Just do it safely, please.
 
Yup. You read the title. I'm a guy. Any tips/advice? I really don't think I'll be able to "hook up" with anyone anytime soon... so please don't suggest that

The best advice I can give is to be who you are, at the time you are being it & enjoy the f*ck out of being that person....whether awkward or not, smooth or not, cool or not. The people you should really be spending time around/with will like you for who you are now. Not who you could or should be.

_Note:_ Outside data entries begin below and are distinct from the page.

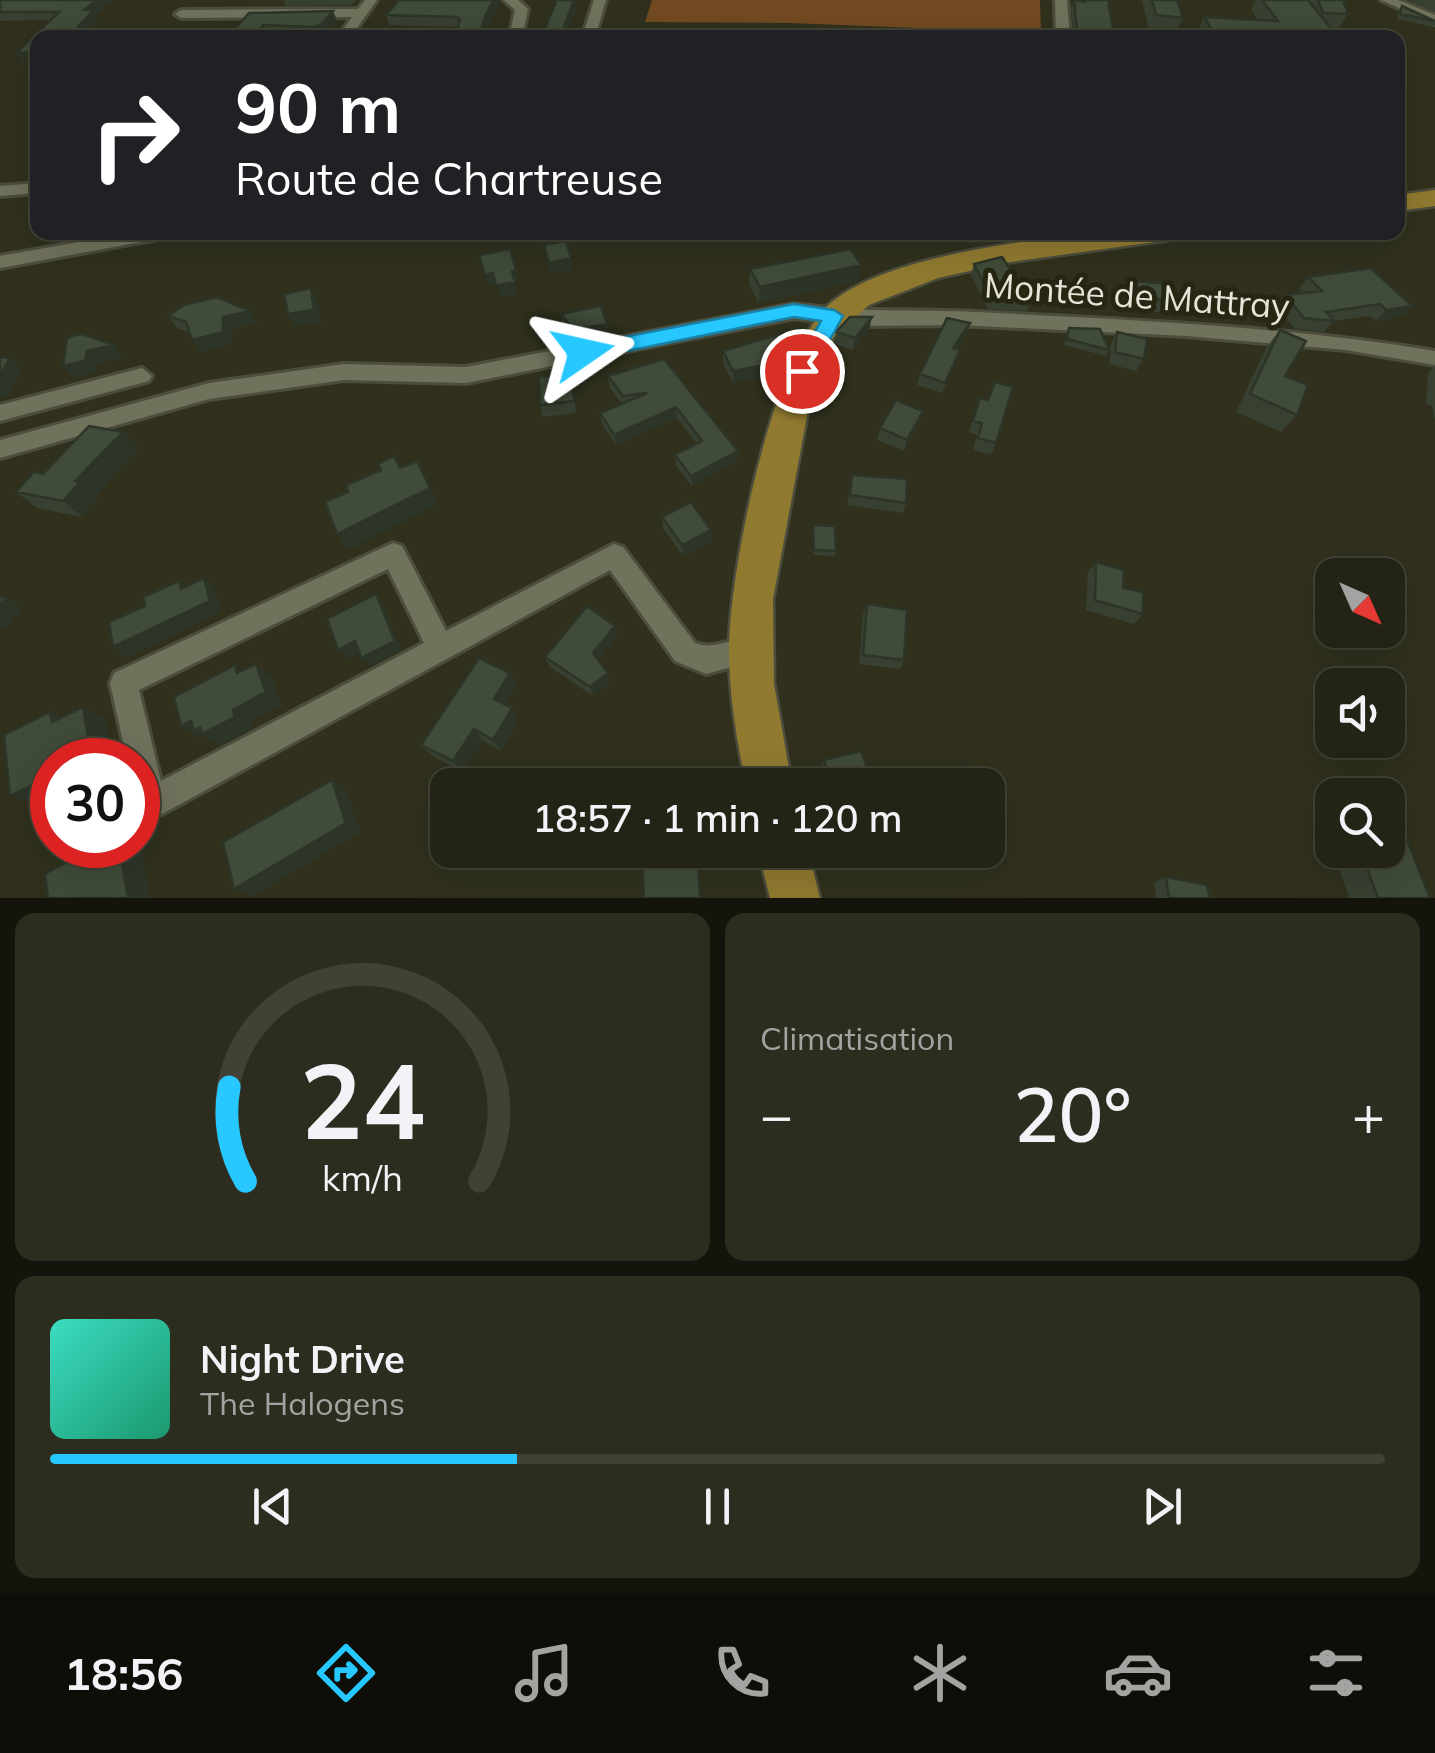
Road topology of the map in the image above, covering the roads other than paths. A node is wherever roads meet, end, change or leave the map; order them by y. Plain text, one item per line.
1 (371, 0) edge
2 (510, 0) edge
3 (600, 0) edge
4 (1062, 0) edge
5 (1386, 0) edge
6 (360, 13) junction
7 (181, 14) dead end
8 (1435, 20) edge
9 (348, 30) edge
10 (516, 30) edge
11 (591, 30) edge
12 (1063, 30) edge
13 (30, 189) edge
14 (0, 191) edge
15 (1435, 198) edge
16 (1405, 202) edge
17 (123, 240) edge
18 (1107, 240) edge
19 (0, 262) edge
20 (834, 316) junction
21 (1435, 358) edge
22 (142, 376) dead end
23 (0, 413) edge
24 (0, 448) edge
25 (440, 648) junction
26 (750, 650) junction
27 (765, 768) edge
28 (788, 868) edge
29 (795, 898) edge

1 - 6 street
2 - 10 street
3 - 11 street
4 - 12 street
5 - 8 street
6 - 7 street
6 - 9 street
13 - 14 street
15 - 16 main road
17 - 19 street
18 - 20 main road
20 - 21 street, Montée de Mattray
20 - 24 street, Montée de Mattray
20 - 26 main road
22 - 23 street
25 - 25 street
25 - 26 street
26 - 27 main road
28 - 29 main road

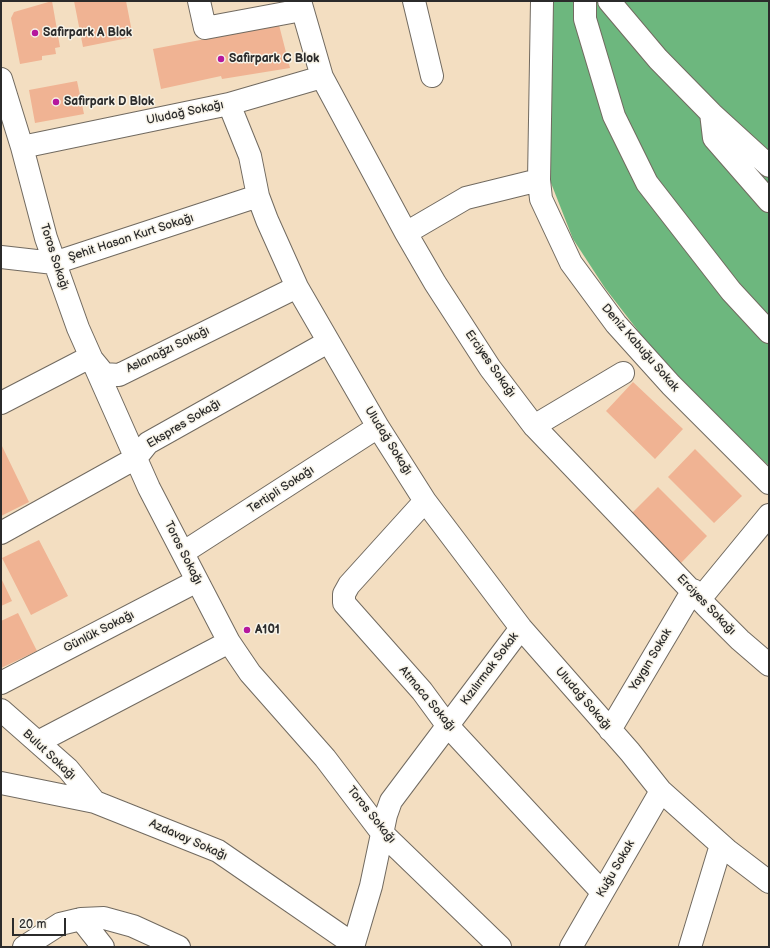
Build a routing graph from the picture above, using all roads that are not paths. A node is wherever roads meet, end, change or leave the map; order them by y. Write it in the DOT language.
graph roads {
  1 [pos="199,1"];
  2 [pos="414,1"];
  3 [pos="542,1"];
  4 [pos="585,1"];
  5 [pos="609,1"];
  6 [pos="301,6"];
  7 [pos="432,76"];
  8 [pos="322,77"];
  9 [pos="1,80"];
  10 [pos="229,104"];
  11 [pos="711,113"];
  12 [pos="22,147"];
  13 [pos="769,166"];
  14 [pos="539,180"];
  15 [pos="258,196"];
  16 [pos="769,201"];
  17 [pos="406,233"];
  18 [pos="3,259"];
  19 [pos="54,263"];
  20 [pos="297,287"];
  21 [pos="769,332"];
  22 [pos="328,342"];
  23 [pos="90,357"];
  24 [pos="623,373"];
  25 [pos="1,403"];
  26 [pos="534,426"];
  27 [pos="378,427"];
  28 [pos="136,458"];
  29 [pos="769,483"];
  30 [pos="425,501"];
  31 [pos="769,516"];
  32 [pos="1,533"];
  33 [pos="184,552"];
  34 [pos="197,581"];
  35 [pos="696,595"];
  36 [pos="521,628"];
  37 [pos="229,642"];
  38 [pos="769,665"];
  39 [pos="1,683"];
  40 [pos="1,710"];
  41 [pos="447,725"];
  42 [pos="610,730"];
  43 [pos="38,742"];
  44 [pos="1,783"];
  45 [pos="661,791"];
  46 [pos="94,802"];
  47 [pos="382,833"];
  48 [pos="721,845"];
  49 [pos="769,882"];
  50 [pos="602,892"];
  51 [pos="81,919"];
  52 [pos="353,945"];
  53 [pos="24,947"];
  54 [pos="103,947"];
  55 [pos="179,947"];
  56 [pos="500,947"];
  57 [pos="571,947"];
  58 [pos="690,947"];
  1 -- 6 [label="street"];
  2 -- 7 [label="street"];
  3 -- 14 [label="street, Deniz Kabuğu Sokak"];
  4 -- 21 [label="street"];
  5 -- 11 [label="street"];
  6 -- 8 [label="street, Erciyes Sokağı"];
  8 -- 10 [label="street"];
  8 -- 17 [label="street, Erciyes Sokağı"];
  9 -- 12 [label="street, Toros Sokağı"];
  10 -- 12 [label="street, Uludağ Sokağı"];
  10 -- 15 [label="street, Uludağ Sokağı"];
  11 -- 13 [label="street"];
  11 -- 16 [label="street"];
  12 -- 19 [label="street, Toros Sokağı"];
  14 -- 17 [label="street"];
  14 -- 29 [label="street, Deniz Kabuğu Sokak"];
  15 -- 19 [label="street, Şehit Hasan Kurt Sokağı"];
  15 -- 20 [label="street, Uludağ Sokağı"];
  17 -- 26 [label="street, Erciyes Sokağı"];
  18 -- 19 [label="street, Şehit Hasan Kurt Sokağı"];
  19 -- 23 [label="street, Toros Sokağı"];
  20 -- 22 [label="street, Uludağ Sokağı"];
  20 -- 23 [label="street, Aslanağzı Sokağı"];
  22 -- 27 [label="street, Uludağ Sokağı"];
  22 -- 28 [label="street, Ekspres Sokağı"];
  23 -- 25 [label="street"];
  23 -- 28 [label="street, Toros Sokağı"];
  24 -- 26 [label="street"];
  26 -- 35 [label="street, Erciyes Sokağı"];
  27 -- 30 [label="street, Uludağ Sokağı"];
  27 -- 33 [label="street, Tertipli Sokağı"];
  28 -- 32 [label="street, Ekspres Sokağı"];
  28 -- 33 [label="street, Toros Sokağı"];
  30 -- 36 [label="street, Uludağ Sokağı"];
  30 -- 41 [label="street, Atmaca Sokağı"];
  31 -- 35 [label="street, Yaygın Sokak"];
  33 -- 34 [label="street, Toros Sokağı"];
  34 -- 37 [label="street, Toros Sokağı"];
  34 -- 39 [label="street, Günlük Sokağı"];
  35 -- 38 [label="street, Erciyes Sokağı"];
  35 -- 42 [label="street, Yaygın Sokak"];
  36 -- 41 [label="street, Kızılırmak Sokak"];
  36 -- 42 [label="street, Uludağ Sokağı"];
  37 -- 43 [label="street"];
  37 -- 47 [label="street, Toros Sokağı"];
  40 -- 43 [label="street, Bulut Sokağı"];
  41 -- 47 [label="street, Kızılırmak Sokak"];
  41 -- 50 [label="street, Atmaca Sokağı"];
  42 -- 45 [label="street, Uludağ Sokağı"];
  43 -- 46 [label="street, Bulut Sokağı"];
  44 -- 46 [label="street, Azdavay Sokağı"];
  45 -- 48 [label="street, Uludağ Sokağı"];
  45 -- 50 [label="street, Kuğu Sokak"];
  46 -- 52 [label="street, Azdavay Sokağı"];
  47 -- 52 [label="street, Kızılırmak Sokak"];
  47 -- 56 [label="street, Toros Sokağı"];
  48 -- 49 [label="street, Uludağ Sokağı"];
  48 -- 58 [label="street"];
  50 -- 57 [label="street, Kuğu Sokak"];
  51 -- 53 [label="street"];
  51 -- 54 [label="street"];
  51 -- 55 [label="street"];
}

when I was 18-21-ish...I was confused about my sexual orientation. Then, finally, I just went ahead & slept with a guy (I also had a girlfriend) & liked it a lot. Over time, I figured that I'm bisexual - with a stronger bi-as towards cute girls...the type who happen to love both my masculine & feminine attributes. I could never really feel the sort of love for a man that I feel for women, but men are certainly fun to sleep with ;)
 
I imagine this advice also applies if you're gay or bisexual:

Try not to think too hard about it. It's been my experience that I'm more relaxed and comfortable (and more "myself") when I'm not trying too hard to impress, or overthinking a situation.

Let things happen, and you'll be fine. No need to rush or force anything.

As for whether you're gay, straight, bisexual, or whatever - same thing applies. Don't worry too much about it. When something feels right, you'll know it; you'll also know if it doesn't. Just let it play out and "ride the wave," so to speak. You'll probably be much happier along the way, as well.

I wish you the best - it sounds like this is certainly a trying time for you.